A major lesson learned from the BLOCK-COPD trial is that it is of paramount importance to investigate efficacy through well-conducted, randomized-controlled trials and not rely solely on observational studies for clinical decision-making. We can be certain that metoprolol should not be used for the purpose of reducing COPD exacerbation risk in COPD patients with moderate-to-severe airflow obstruction at high risk for COPD exacerbation who do not have an absolute indication for beta-blocker use. However, beta-blockers continue to be underutilized even when they have been shown to be efficacious. For COPD patients with IHD, CHF, or arrhythmias that require beta-blocker use, we recommend using cardioselective agents. Use of non-cardioselective agents should be avoided or used with extreme care.
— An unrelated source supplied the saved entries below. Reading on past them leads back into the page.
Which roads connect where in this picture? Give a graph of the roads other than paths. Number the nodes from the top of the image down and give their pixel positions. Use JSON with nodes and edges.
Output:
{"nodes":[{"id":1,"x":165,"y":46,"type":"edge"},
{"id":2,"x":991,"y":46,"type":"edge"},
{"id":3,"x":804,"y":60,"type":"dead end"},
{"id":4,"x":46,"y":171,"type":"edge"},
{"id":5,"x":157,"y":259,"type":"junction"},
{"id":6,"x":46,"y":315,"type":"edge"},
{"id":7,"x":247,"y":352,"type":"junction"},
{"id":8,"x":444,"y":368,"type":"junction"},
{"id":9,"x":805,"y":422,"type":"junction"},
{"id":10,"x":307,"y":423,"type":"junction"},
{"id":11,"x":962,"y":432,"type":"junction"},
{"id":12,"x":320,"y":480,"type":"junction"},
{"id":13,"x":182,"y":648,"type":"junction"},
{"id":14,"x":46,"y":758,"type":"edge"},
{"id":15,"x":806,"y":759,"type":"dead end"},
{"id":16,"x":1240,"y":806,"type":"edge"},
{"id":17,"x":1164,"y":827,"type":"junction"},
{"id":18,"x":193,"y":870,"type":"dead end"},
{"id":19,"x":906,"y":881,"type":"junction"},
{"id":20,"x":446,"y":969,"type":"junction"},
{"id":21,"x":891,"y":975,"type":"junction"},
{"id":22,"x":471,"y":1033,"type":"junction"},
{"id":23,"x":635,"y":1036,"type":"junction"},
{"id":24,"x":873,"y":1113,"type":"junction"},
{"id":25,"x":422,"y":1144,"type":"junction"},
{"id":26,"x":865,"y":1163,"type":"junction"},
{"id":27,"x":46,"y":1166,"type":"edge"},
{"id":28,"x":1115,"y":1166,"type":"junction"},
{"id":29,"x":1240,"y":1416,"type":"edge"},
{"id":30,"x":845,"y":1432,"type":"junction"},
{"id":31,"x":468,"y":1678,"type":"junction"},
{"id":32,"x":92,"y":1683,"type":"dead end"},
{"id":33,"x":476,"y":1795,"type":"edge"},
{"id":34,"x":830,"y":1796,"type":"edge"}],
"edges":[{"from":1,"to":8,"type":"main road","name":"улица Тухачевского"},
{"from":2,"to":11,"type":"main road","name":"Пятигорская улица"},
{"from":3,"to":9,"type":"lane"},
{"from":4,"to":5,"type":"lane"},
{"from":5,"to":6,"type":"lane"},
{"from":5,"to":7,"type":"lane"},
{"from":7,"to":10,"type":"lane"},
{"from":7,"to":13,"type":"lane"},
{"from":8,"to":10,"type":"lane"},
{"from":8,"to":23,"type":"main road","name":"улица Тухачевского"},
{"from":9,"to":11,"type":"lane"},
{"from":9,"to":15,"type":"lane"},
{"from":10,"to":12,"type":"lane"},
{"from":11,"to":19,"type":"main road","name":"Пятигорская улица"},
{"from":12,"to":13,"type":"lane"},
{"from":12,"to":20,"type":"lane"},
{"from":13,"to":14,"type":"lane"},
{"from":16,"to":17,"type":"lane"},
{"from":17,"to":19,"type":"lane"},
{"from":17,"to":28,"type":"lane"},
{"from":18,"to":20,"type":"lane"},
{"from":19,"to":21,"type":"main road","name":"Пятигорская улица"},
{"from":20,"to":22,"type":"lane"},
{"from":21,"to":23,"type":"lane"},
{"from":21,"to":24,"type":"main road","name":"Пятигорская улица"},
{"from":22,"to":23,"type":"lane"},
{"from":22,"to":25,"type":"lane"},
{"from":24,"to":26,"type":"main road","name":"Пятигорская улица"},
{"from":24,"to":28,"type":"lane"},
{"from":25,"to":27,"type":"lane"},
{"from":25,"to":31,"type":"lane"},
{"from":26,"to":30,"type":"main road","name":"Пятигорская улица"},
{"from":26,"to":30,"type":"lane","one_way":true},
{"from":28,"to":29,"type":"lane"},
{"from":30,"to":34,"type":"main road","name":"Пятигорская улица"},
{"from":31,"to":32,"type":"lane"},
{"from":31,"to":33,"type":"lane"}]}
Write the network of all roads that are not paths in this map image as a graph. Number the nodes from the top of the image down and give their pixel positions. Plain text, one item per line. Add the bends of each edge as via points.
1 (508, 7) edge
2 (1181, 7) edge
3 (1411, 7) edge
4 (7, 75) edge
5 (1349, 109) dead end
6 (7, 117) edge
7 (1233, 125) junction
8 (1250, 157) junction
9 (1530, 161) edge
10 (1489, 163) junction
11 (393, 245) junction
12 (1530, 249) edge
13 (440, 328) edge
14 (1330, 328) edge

BLOCK-COPD does leave us with additional unanswered questions, including “do other cardioselective beta-blockers (i.e. bisoprolol) have the same influence on exacerbation risk that was observed with metoprolol?”, “do beta-blockers including metoprolol reduce risk for COPD exacerbations among individuals that have an indication for beta-blocker use?”, and “would focusing on chronotropic effects by targeting certain heart rates benefit individuals with COPD?”. These questions, among many others, are areas that warrant further study in a prospective, randomized manner. Recent advances in the use of thoracic computed tomography (CT) to phenotype cardiovascular disease as well as COPD may provide insights about subgroups of individuals with COPD-CVD overlap that may uniquely benefit from beta-blocker therapy.

Article Highlights:

  • Review of beta-receptor physiology

  • Overview of COPD and Cardiovascular Disease

  • Discussion of BLOCK-COPD

  • 5-year View of the Field

  • Expert Opinion

Key Issues.

  • Recognition and management of comorbidities in COPD is of paramount importance.

  • Beta-blockers are underutilized in COPD patients that have other indications for use including congestive heart failure, ischemic heart disease, and arrhythmias.

  • Cardioselective beta-blockers are preferable over non-cardioselective agents for use in COPD

  • Chronic use of metoprolol should not be used as a COPD exacerbation risk reduction strategy in patients with COPD at high risk for exacerbation.